Dialah seorang lelaki bernama Ryan Alexander. Dirinya menyesal karena merasa gagal melindungi sosok perempuan yang kini jasadnya sudah tertimbun tanah yang ada di hadapannya. Karena kelalaiannya, perempuan yang sampai saat ini masih menjadi ratu di hatinya itu harus meregang nyawa di usia muda.
Ryan belum bisa move on dari kesedihan. Lelaki itu selalu dirundung rasa penyesalan. Andai saja dia bisa menyadari perasaannya lebih awal kepada Rara. Andai saja dia tidak selalu bersikap kasar terhadap perempuan itu. Andai saja dia tidak meninggalkan Rara hari itu. Andai saja.
"Andai aku tidak akan meninggalkan kamu sendirian waktu itu, mungkin kamu tidak akan mengikuti penjahat itu sendirian, Ra. Andai aku bisa lebih peka. Andai aku selalu peduli padamu. Mungkin rasa sesalku tidak akan sebesar ini ...."
Kalimat pengandaian itu terus berputar seperti kincir yang membuat kepalanya terasa ingin meledak. Ryan belum sempat merasakan indahnya menuai bahagia bersama Rara. Ryan ingat jika sudah cukup lama Rara terus berjuang untuk mengejar cintanya itu, tetapi Ryan selalu bersikap acuh tak acuh. Namun, akhirnya lelaki itu sadar jika hatinya pun bisa luluh. Setelah selama ini hidupnya selalu dipenuhi dengan kebodohan yang selalu terperangkap oleh cinta semu.
Cinta yang dia pikir adalah cinta sejati yang tidak bisa terganti.
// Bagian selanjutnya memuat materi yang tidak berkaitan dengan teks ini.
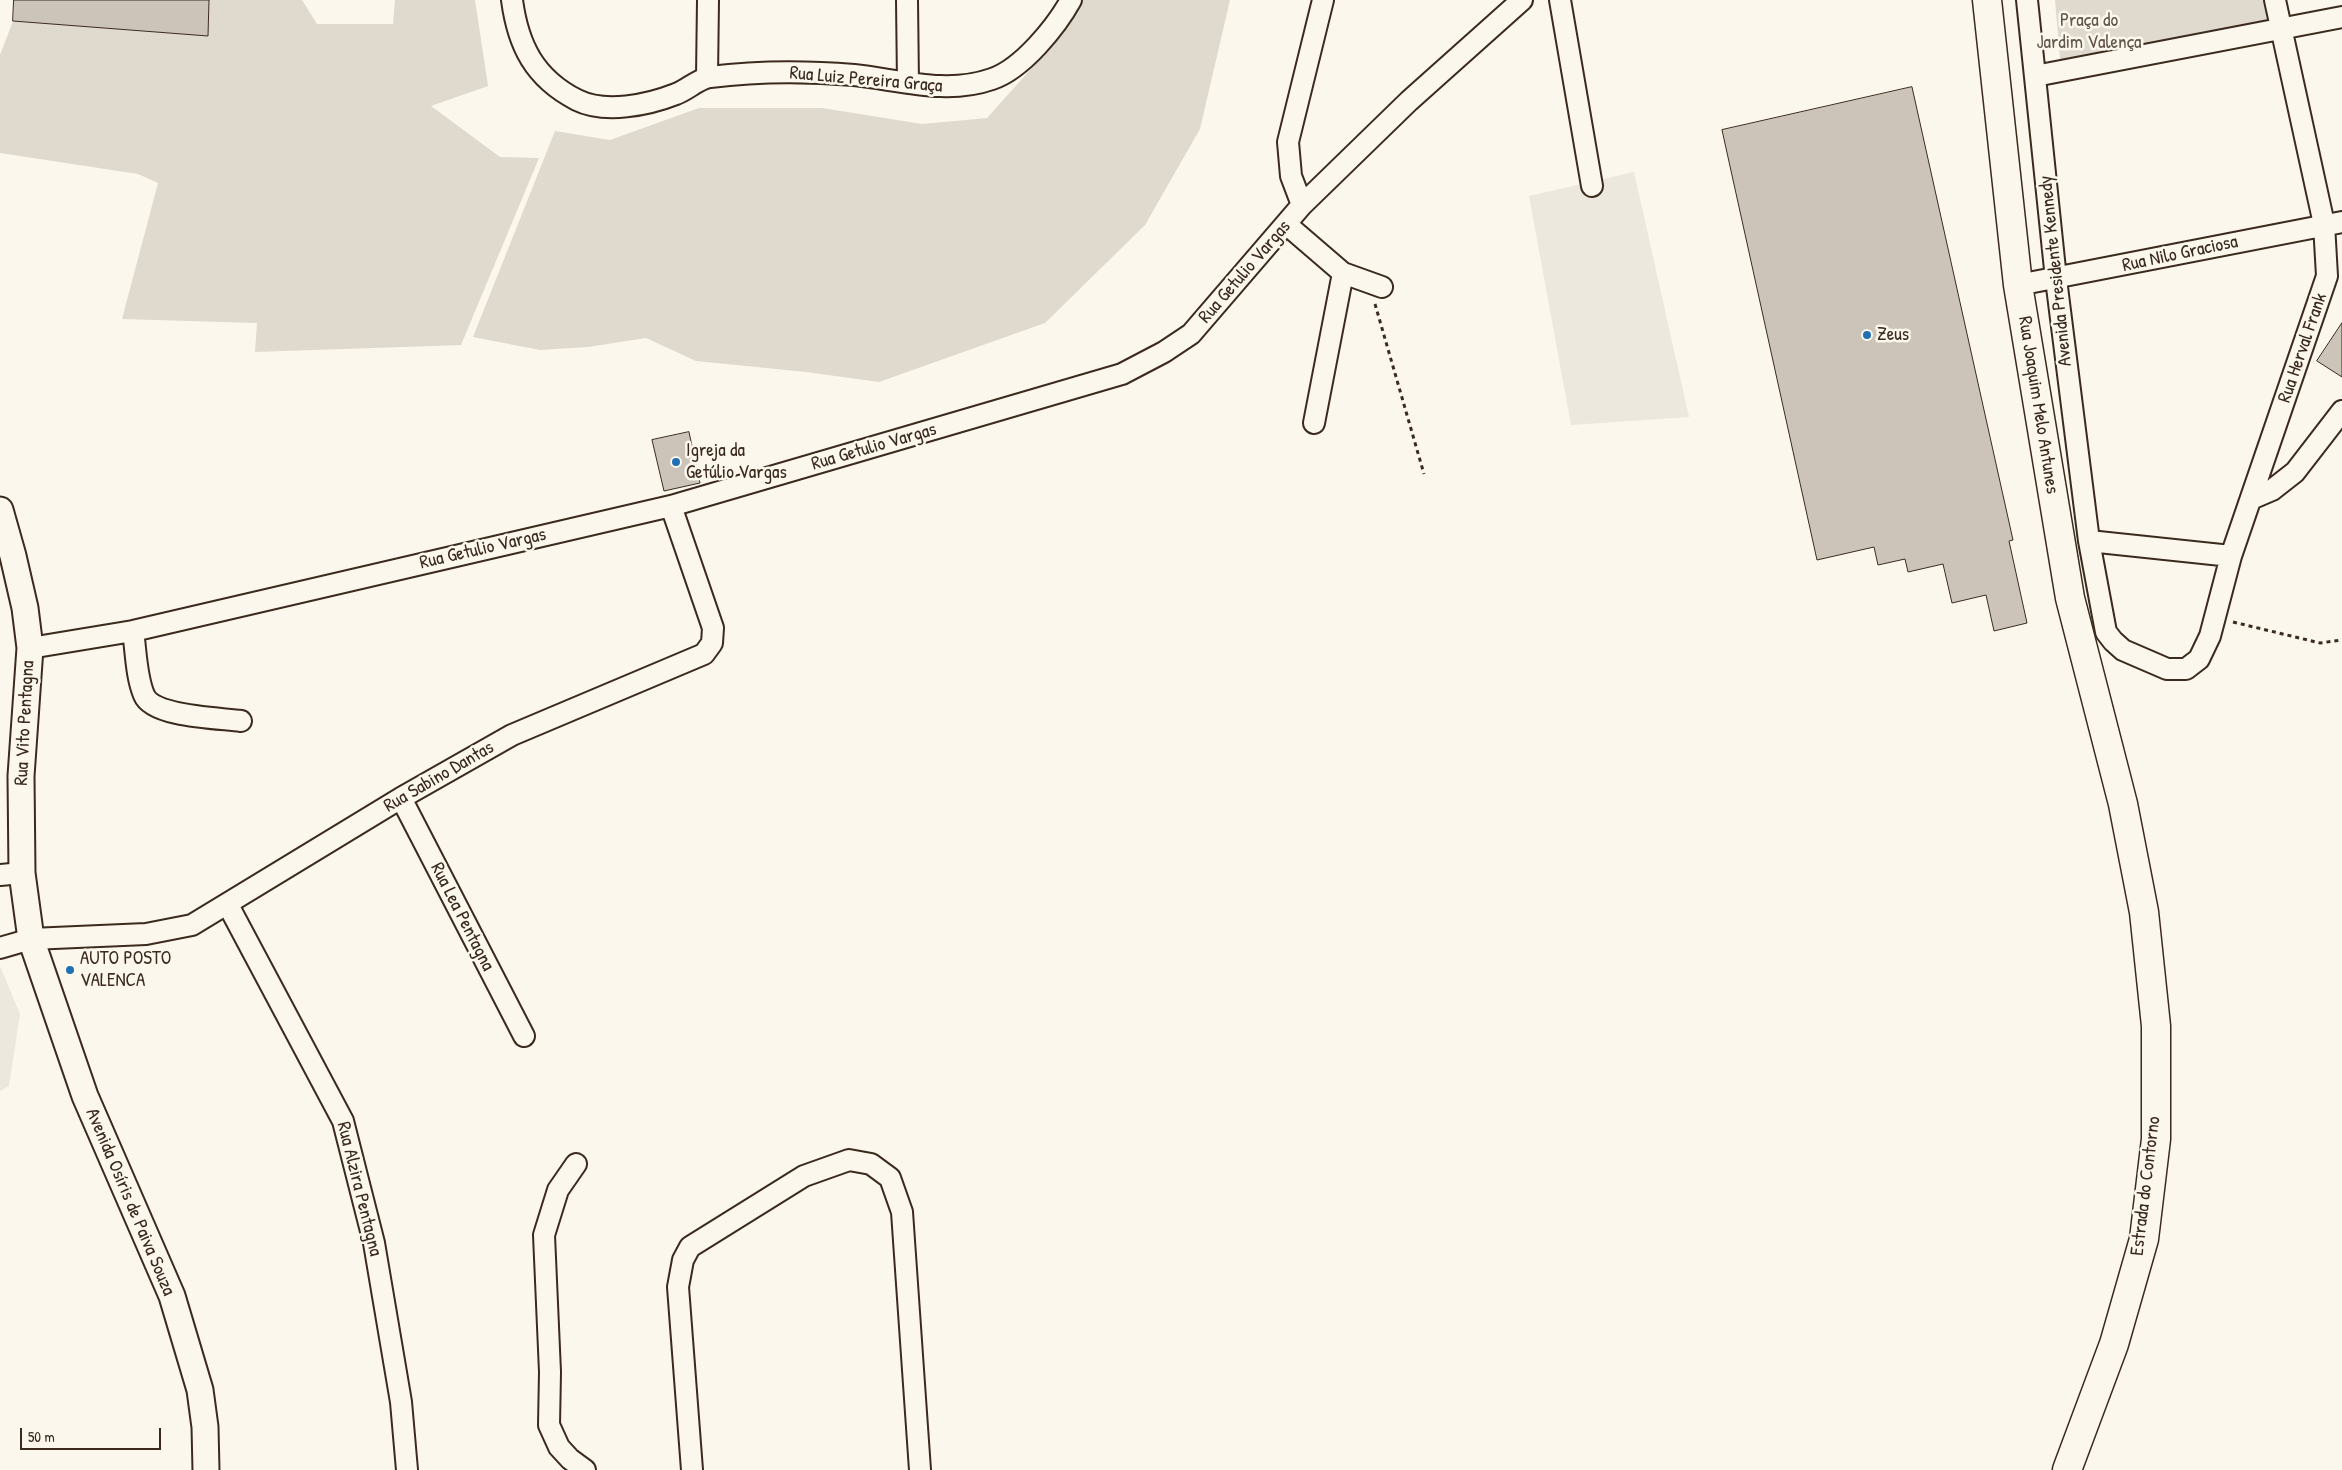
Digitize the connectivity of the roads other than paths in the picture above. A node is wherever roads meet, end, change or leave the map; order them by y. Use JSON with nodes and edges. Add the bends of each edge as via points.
{"nodes":[{"id":1,"x":512,"y":0,"type":"edge"},
{"id":2,"x":708,"y":0,"type":"edge"},
{"id":3,"x":907,"y":0,"type":"edge"},
{"id":4,"x":1071,"y":0,"type":"edge"},
{"id":5,"x":1323,"y":0,"type":"edge"},
{"id":6,"x":1522,"y":0,"type":"edge"},
{"id":7,"x":1560,"y":0,"type":"edge"},
{"id":8,"x":1987,"y":0,"type":"edge"},
{"id":9,"x":2027,"y":0,"type":"edge"},
{"id":10,"x":2275,"y":0,"type":"edge"},
{"id":11,"x":2342,"y":17,"type":"edge"},
{"id":12,"x":2280,"y":28,"type":"junction"},
{"id":13,"x":2035,"y":76,"type":"junction"},
{"id":14,"x":707,"y":77,"type":"junction"},
{"id":15,"x":908,"y":83,"type":"junction"},
{"id":16,"x":1592,"y":186,"type":"dead end"},
{"id":17,"x":1302,"y":205,"type":"junction"},
{"id":18,"x":2333,"y":223,"type":"edge"},
{"id":19,"x":1286,"y":224,"type":"junction"},
{"id":20,"x":1343,"y":273,"type":"junction"},
{"id":21,"x":2056,"y":279,"type":"junction"},
{"id":22,"x":1376,"y":285,"type":"road end"},
{"id":23,"x":2018,"y":285,"type":"junction"},
{"id":24,"x":2342,"y":411,"type":"edge"},
{"id":25,"x":1314,"y":423,"type":"dead end"},
{"id":26,"x":2251,"y":499,"type":"junction"},
{"id":27,"x":671,"y":506,"type":"junction"},
{"id":28,"x":0,"y":510,"type":"edge"},
{"id":29,"x":2089,"y":541,"type":"junction"},
{"id":30,"x":2231,"y":556,"type":"junction"},
{"id":31,"x":132,"y":631,"type":"junction"},
{"id":32,"x":30,"y":648,"type":"junction"},
{"id":33,"x":2199,"y":659,"type":"joint"},
{"id":34,"x":241,"y":721,"type":"dead end"},
{"id":35,"x":401,"y":798,"type":"junction"},
{"id":36,"x":2123,"y":804,"type":"joint"},
{"id":37,"x":11,"y":874,"type":"edge"},
{"id":38,"x":228,"y":905,"type":"junction"},
{"id":39,"x":31,"y":939,"type":"junction"},
{"id":40,"x":0,"y":948,"type":"edge"},
{"id":41,"x":524,"y":1036,"type":"dead end"},
{"id":42,"x":576,"y":1164,"type":"dead end"},
{"id":43,"x":206,"y":1470,"type":"edge"},
{"id":44,"x":407,"y":1470,"type":"edge"},
{"id":45,"x":585,"y":1470,"type":"edge"},
{"id":46,"x":692,"y":1470,"type":"edge"},
{"id":47,"x":920,"y":1470,"type":"edge"},
{"id":48,"x":2067,"y":1470,"type":"edge"}],
"edges":[{"from":1,"to":14,"type":"street","name":"Rua Luiz Pereira Graça","via":[[518,37],[528,57],[553,84],[578,101],[611,108],[644,104],[677,94]]},
{"from":2,"to":14,"type":"street"},
{"from":3,"to":15,"type":"street"},
{"from":4,"to":15,"type":"street","name":"Rua Luiz Pereira Graça","via":[[1030,55],[993,79],[950,87]]},
{"from":5,"to":17,"type":"street","via":[[1288,142],[1291,176]]},
{"from":6,"to":17,"type":"street","name":"Rua Getulio Vargas"},
{"from":7,"to":16,"type":"street"},
{"from":8,"to":23,"type":"main road","name":"Rua Joaquim Melo Antunes"},
{"from":9,"to":13,"type":"street","name":"Avenida Presidente Kennedy"},
{"from":10,"to":12,"type":"street","name":"Rua Herval Frank"},
{"from":11,"to":12,"type":"street"},
{"from":12,"to":13,"type":"street"},
{"from":12,"to":18,"type":"street","name":"Rua Herval Frank"},
{"from":13,"to":21,"type":"street","name":"Avenida Presidente Kennedy"},
{"from":14,"to":15,"type":"street","name":"Rua Luiz Pereira Graça","via":[[805,72]]},
{"from":17,"to":19,"type":"street","name":"Rua Getulio Vargas"},
{"from":18,"to":21,"type":"street","name":"Rua Nilo Graciosa"},
{"from":18,"to":26,"type":"street","name":"Rua Herval Frank","via":[[2328,276]]},
{"from":19,"to":20,"type":"street"},
{"from":19,"to":27,"type":"street","name":"Rua Getulio Vargas","via":[[1191,334],[1122,374]]},
{"from":20,"to":22,"type":"street"},
{"from":20,"to":25,"type":"street"},
{"from":21,"to":23,"type":"street","name":"Rua Nilo Graciosa"},
{"from":21,"to":29,"type":"street","name":"Avenida Presidente Kennedy"},
{"from":23,"to":36,"type":"main road","name":"Rua Joaquim Melo Antunes","via":[[2070,598]]},
{"from":24,"to":26,"type":"street","via":[[2295,472],[2272,490]]},
{"from":26,"to":30,"type":"street","name":"Rua Herval Frank"},
{"from":27,"to":31,"type":"street","name":"Rua Getulio Vargas"},
{"from":27,"to":35,"type":"street","name":"Rua Sabino Dantas","via":[[714,628],[712,643],[704,654],[512,735]]},
{"from":28,"to":32,"type":"street","name":"Rua Vito Pentagna","via":[[25,608]]},
{"from":29,"to":30,"type":"street"},
{"from":29,"to":33,"type":"street","name":"Avenida Presidente Kennedy","via":[[2106,632],[2113,642],[2167,669],[2186,669]]},
{"from":30,"to":33,"type":"street","name":"Rua Herval Frank","via":[[2216,617]]},
{"from":31,"to":32,"type":"street","name":"Rua Getulio Vargas"},
{"from":31,"to":34,"type":"street","via":[[142,687],[149,702],[179,714]]},
{"from":32,"to":37,"type":"street","name":"Rua Vito Pentagna"},
{"from":35,"to":38,"type":"street","name":"Rua Sabino Dantas"},
{"from":35,"to":41,"type":"street","name":"Rua Lea Pentagna"},
{"from":36,"to":48,"type":"main road","name":"Estrada do Contorno","via":[[2144,912],[2156,1026],[2156,1139],[2144,1239],[2114,1344]]},
{"from":37,"to":39,"type":"street","name":"Rua Vito Pentagna"},
{"from":38,"to":39,"type":"street","name":"Rua Sabino Dantas","via":[[192,925],[146,934]]},
{"from":38,"to":44,"type":"street","name":"Rua Alzira Pentagna","via":[[343,1121],[374,1243],[401,1402]]},
{"from":39,"to":40,"type":"street","name":"Rua Sabino Dantas"},
{"from":39,"to":43,"type":"street","name":"Avenida Osíris de Paiva Souza","via":[[85,1096],[172,1296],[200,1390]]},
{"from":42,"to":45,"type":"street","via":[[558,1190],[544,1235],[549,1425],[559,1447]]},
{"from":46,"to":47,"type":"street","via":[[678,1288],[683,1260],[690,1247],[804,1176],[849,1160],[871,1164],[890,1178],[902,1212]]}]}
Cinta pada seorang perempuan yang sudah bersuami, tetapi pada akhirnya lelaki itu pun tahu diri karena hal itu tidak boleh terjadi.
Rara mengira jika pengakuan cinta Ryan adalah awal dari bahagia. Hati perempuan itu sudah berbunga-bunga untuk memulai kisah romansa bersama lelaki pujaannya. Namun, sayangnya Ryan adalah type lelaki yang tidak peka. Dengan bodohnya Ryan membuat hati Rara kembali bimbang karena sikap tak acuh yang dia punya.
Bodoh! Ryan memang pantas mendapatkan julukan tersebut. Tiga tahun Rara mengejar cintanya, tetapi dia selalu berpura-pura menutup mata. Tentu saja umur seseorang adalah urusan Sang Pencipta. Lihatlah, kini Ryan harus merasakan patah hati setelah ditinggal mati oleh Rara.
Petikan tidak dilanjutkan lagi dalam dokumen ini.